Scientific classification
- Kingdom: Plantae
- Clade: Tracheophytes
- Clade: Angiosperms
- Clade: Eudicots
- Clade: Asterids
- Order: Lamiales
- Family: Lamiaceae
- Genus: Agastache
- Species: A. cusickii
- Binomial name: Agastache cusickii (Greenm.) A.Heller

= Agastache cusickii =

- Authority: (Greenm.) A.Heller
- Conservation status: G3

Species of flowering plant

Agastache cusickii is a species of flowering plant in the mint family known by the common name Cusick's giant hyssop. It is native to the northwestern United States from eastern Oregon and central Nevada to Idaho and Montana.

This perennial herb grows 10 to 20 centimeters tall from a woody taproot and caudex. Some of the stems spread horizontally underground. It has leaves covered in fine hairs and the fruits are nutlets. The spikelike inflorescence bears flowers with purple-tipped sepals and white corollas each about a centimeter long with protruding stamens. Blooming occurs in June through August.

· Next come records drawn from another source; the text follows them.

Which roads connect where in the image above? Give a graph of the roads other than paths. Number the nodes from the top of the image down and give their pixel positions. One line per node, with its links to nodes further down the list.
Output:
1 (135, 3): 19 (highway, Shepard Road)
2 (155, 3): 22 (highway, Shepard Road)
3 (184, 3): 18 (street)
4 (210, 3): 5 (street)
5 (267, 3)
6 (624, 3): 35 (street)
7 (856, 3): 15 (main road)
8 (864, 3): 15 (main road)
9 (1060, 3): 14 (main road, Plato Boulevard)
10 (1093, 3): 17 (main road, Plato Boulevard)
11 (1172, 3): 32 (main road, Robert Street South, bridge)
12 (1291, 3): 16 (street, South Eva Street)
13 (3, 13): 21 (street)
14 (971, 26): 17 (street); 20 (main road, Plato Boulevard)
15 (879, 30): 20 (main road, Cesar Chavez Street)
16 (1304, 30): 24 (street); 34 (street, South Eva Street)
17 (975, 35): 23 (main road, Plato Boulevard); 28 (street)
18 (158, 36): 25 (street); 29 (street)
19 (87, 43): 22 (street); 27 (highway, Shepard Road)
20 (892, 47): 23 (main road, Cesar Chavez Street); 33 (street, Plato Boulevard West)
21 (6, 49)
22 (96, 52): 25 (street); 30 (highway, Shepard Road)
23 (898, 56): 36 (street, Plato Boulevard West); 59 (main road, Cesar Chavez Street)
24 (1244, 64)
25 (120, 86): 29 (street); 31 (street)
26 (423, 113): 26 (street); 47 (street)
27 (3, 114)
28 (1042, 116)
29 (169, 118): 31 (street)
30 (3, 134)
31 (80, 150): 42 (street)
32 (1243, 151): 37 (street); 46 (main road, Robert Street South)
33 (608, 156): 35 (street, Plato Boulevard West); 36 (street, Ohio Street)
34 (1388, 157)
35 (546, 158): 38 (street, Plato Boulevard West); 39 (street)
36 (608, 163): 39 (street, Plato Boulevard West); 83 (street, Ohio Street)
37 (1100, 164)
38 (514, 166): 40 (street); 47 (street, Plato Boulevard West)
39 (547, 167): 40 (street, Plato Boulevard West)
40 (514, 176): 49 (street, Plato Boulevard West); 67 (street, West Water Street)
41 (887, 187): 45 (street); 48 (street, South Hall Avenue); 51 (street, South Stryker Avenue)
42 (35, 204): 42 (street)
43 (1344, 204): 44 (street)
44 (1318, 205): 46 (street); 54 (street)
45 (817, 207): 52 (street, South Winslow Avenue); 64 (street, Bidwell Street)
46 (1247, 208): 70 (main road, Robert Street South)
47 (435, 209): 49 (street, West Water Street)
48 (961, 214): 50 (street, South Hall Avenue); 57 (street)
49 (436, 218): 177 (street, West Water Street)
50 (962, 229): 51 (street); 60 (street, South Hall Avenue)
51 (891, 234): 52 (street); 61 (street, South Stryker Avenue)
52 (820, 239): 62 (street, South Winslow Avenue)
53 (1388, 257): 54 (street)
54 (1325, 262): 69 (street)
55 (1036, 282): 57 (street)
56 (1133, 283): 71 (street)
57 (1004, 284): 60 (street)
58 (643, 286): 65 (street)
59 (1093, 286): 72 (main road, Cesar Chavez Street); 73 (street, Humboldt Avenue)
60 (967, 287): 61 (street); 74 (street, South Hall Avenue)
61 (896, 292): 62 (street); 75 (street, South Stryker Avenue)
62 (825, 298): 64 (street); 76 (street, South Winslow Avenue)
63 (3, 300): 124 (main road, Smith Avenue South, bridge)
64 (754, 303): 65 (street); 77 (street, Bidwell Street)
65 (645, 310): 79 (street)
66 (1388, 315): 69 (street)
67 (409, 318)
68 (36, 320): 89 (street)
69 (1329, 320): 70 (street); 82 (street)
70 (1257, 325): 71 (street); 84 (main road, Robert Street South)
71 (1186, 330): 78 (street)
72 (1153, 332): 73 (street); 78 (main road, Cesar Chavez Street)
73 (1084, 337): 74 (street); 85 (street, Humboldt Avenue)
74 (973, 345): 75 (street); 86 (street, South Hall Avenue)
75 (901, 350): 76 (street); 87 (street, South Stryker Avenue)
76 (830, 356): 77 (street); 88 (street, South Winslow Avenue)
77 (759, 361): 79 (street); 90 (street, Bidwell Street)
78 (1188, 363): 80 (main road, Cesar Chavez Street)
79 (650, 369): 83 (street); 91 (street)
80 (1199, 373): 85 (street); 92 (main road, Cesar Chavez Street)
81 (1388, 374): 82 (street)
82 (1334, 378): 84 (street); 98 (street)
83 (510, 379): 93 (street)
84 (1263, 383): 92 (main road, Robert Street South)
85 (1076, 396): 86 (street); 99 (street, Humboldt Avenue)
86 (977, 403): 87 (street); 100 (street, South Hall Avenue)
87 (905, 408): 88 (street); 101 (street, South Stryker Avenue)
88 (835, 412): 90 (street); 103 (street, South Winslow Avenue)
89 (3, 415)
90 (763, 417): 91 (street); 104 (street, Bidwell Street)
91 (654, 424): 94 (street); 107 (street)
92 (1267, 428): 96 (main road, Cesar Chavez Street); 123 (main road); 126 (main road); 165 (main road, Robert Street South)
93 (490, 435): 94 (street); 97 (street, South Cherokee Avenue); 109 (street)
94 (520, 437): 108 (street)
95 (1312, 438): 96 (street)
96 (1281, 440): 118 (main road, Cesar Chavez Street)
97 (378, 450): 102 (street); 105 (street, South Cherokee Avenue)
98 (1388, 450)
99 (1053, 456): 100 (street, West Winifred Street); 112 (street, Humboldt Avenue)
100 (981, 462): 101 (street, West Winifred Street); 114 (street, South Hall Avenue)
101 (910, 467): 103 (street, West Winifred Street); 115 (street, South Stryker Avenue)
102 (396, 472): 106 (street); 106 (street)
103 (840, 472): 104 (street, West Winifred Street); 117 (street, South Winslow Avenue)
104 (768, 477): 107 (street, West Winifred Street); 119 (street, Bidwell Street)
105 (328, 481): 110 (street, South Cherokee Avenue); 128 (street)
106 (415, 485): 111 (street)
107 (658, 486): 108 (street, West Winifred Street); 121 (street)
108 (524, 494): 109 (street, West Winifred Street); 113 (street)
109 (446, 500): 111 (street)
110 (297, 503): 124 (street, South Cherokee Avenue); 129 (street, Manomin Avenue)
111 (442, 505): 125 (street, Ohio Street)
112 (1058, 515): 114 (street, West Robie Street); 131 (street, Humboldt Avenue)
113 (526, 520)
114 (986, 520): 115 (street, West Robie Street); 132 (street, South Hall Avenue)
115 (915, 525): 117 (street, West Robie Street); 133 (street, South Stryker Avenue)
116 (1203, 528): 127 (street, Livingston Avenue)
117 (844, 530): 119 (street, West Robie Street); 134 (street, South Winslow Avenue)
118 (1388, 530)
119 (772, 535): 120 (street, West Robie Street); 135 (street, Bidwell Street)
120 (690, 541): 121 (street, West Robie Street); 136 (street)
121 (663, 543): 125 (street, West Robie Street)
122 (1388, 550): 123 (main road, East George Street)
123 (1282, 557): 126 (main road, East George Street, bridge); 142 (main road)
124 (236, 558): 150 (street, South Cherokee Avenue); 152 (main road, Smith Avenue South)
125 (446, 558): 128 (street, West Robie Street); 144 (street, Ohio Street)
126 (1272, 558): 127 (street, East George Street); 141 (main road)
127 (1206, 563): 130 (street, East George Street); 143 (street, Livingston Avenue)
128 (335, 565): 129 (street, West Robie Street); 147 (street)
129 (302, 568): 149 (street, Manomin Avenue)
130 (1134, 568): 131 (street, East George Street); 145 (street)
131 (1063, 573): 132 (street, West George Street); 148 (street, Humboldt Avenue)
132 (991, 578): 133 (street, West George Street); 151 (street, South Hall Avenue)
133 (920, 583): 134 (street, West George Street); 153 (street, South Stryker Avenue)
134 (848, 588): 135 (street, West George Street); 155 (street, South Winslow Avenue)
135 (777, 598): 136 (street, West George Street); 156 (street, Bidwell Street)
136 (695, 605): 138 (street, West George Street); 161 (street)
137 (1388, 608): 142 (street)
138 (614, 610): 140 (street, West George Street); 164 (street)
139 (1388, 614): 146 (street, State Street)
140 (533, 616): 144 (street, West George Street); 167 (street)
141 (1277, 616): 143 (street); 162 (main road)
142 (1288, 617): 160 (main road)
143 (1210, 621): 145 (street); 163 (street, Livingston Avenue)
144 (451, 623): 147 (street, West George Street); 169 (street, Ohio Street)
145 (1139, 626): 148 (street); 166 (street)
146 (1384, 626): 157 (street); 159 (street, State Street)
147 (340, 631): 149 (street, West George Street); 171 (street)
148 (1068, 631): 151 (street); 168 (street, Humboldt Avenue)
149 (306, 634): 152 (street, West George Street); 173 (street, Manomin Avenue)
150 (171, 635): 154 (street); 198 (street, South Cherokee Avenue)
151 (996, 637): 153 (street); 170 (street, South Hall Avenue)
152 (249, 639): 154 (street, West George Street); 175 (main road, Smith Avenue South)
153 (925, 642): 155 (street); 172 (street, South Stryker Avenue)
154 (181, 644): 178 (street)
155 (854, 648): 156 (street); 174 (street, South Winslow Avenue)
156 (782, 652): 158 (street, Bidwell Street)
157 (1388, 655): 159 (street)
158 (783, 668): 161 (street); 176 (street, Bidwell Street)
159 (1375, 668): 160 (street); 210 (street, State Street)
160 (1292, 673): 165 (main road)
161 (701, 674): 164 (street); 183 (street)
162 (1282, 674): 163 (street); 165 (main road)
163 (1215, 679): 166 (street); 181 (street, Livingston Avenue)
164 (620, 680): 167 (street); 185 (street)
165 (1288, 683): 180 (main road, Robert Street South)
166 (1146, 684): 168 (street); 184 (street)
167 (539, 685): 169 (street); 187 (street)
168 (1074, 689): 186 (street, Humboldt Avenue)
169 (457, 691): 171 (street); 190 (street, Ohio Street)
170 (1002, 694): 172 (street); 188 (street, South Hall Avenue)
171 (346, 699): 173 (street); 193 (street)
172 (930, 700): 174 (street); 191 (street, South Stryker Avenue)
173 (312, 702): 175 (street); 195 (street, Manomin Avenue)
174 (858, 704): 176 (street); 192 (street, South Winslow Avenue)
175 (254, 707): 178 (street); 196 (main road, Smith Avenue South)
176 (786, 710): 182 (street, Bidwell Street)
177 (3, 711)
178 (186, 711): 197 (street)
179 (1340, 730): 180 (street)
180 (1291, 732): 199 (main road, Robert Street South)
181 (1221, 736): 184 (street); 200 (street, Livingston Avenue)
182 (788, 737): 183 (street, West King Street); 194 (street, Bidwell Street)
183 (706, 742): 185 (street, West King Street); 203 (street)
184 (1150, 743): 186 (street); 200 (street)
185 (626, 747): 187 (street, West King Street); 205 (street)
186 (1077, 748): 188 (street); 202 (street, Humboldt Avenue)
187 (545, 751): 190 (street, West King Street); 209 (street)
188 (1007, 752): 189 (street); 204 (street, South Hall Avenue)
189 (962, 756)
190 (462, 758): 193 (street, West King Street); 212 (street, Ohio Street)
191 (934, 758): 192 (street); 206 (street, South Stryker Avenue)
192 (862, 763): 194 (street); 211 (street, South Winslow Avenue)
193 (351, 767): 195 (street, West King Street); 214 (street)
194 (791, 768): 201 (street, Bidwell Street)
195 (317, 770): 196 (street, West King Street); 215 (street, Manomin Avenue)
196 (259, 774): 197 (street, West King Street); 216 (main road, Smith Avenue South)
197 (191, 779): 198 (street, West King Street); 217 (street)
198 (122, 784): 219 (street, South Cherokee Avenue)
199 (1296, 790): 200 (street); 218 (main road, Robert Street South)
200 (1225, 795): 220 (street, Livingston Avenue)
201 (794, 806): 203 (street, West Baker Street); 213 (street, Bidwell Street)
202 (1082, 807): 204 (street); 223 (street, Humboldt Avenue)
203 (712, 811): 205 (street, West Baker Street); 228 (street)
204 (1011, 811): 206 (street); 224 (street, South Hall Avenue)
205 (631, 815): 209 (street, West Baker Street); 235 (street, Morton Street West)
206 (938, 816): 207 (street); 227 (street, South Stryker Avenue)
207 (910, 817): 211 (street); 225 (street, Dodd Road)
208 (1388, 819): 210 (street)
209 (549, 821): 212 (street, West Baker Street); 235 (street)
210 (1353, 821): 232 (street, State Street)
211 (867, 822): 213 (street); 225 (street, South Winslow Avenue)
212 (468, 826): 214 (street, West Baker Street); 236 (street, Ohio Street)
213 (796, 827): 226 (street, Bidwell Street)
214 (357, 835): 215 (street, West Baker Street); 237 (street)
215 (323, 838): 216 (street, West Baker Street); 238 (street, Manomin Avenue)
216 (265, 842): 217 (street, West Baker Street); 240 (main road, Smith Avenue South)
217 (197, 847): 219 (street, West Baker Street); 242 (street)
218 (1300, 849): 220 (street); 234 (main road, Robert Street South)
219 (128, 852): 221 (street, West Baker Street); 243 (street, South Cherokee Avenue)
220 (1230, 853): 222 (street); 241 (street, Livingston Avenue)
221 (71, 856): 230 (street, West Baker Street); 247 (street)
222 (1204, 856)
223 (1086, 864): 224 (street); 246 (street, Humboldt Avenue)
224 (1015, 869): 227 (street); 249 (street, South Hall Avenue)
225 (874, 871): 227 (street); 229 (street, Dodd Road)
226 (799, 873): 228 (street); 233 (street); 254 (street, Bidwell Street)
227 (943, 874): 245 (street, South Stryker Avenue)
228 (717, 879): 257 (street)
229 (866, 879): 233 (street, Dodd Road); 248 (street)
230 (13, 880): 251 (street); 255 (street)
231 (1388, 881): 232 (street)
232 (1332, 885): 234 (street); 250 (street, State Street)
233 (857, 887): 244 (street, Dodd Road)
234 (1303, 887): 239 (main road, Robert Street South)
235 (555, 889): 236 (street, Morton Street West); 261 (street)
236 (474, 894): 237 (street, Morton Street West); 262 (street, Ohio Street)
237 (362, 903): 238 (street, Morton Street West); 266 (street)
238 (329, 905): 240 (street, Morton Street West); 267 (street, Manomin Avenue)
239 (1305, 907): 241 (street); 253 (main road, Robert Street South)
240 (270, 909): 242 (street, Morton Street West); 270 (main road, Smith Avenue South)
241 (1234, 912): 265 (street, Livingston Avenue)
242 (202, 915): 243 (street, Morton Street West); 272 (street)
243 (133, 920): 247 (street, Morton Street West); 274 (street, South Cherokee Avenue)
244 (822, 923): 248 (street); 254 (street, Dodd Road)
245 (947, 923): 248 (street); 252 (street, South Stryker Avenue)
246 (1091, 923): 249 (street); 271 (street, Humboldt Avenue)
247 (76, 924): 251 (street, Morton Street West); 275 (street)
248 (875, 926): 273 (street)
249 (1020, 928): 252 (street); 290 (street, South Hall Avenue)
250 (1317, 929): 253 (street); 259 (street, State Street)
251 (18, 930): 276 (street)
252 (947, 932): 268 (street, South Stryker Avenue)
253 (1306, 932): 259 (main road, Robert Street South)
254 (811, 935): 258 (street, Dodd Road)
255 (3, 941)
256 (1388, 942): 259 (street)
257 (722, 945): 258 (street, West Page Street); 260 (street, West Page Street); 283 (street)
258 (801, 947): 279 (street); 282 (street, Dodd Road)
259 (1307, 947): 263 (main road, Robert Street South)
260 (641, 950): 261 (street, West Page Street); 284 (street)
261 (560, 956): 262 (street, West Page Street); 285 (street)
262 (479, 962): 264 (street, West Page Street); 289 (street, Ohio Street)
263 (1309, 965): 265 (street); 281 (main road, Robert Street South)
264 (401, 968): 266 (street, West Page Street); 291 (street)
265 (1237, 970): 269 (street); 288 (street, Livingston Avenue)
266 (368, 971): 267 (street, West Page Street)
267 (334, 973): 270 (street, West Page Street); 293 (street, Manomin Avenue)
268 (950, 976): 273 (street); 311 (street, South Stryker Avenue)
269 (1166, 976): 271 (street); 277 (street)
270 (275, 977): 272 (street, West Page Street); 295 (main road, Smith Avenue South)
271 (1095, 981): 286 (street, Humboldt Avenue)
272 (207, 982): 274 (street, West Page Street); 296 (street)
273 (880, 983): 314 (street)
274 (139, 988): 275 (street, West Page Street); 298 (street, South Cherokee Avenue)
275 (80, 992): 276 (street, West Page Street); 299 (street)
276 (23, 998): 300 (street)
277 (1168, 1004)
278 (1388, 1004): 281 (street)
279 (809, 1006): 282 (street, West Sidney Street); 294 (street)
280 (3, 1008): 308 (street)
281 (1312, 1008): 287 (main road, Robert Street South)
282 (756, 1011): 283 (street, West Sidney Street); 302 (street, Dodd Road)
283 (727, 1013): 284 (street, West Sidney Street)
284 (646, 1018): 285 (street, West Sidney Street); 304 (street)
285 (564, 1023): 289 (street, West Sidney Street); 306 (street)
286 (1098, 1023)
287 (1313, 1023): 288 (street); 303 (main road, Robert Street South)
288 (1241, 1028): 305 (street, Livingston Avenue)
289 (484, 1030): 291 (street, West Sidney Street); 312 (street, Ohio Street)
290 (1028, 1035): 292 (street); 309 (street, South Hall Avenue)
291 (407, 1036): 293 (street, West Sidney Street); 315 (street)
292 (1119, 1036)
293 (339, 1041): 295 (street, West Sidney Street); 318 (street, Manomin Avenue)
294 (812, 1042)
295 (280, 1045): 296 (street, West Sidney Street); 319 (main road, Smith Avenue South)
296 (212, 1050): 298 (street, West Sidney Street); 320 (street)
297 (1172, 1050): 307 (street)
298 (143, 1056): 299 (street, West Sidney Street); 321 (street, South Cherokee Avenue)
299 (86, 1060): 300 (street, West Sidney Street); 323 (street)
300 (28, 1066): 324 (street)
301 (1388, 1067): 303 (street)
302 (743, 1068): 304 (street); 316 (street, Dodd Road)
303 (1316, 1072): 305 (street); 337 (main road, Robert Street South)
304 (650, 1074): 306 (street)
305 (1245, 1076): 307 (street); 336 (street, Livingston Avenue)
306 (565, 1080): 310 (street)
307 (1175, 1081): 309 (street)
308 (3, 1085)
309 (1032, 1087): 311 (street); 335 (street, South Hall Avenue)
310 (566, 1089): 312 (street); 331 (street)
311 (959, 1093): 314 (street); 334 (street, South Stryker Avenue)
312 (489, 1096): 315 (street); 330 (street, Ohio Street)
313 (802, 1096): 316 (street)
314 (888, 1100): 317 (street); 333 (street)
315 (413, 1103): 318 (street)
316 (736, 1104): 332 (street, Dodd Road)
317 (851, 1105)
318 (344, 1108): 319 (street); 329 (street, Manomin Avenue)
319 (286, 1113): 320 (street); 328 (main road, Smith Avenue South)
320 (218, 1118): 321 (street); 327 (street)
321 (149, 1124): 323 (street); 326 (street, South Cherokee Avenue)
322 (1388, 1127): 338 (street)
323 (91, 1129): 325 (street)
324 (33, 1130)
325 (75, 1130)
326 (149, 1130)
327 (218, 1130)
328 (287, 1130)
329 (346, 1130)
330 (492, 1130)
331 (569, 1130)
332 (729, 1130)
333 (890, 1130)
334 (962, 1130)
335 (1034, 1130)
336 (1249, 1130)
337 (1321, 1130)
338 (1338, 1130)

This plant grows in sagebrush and alpine ecosystems. It grows in dry, rocky mountain habitat such as talus slopes. In Nevada it grows in limber pine and pinyon-juniper woodland habitat. On Steens Mountain in Oregon it has been observed among western juniper (Juniperus occidentalis), curlleaf mountain-mahogany (Cercocarpus ledifolius), and quaking aspen (Populus tremuloides). In the Tendoy Mountains of Montana it is associated with big sagebrush (Artemisia tridentata) and Indian ricegrass (Oryzopsis hymenoides) on limestone talus.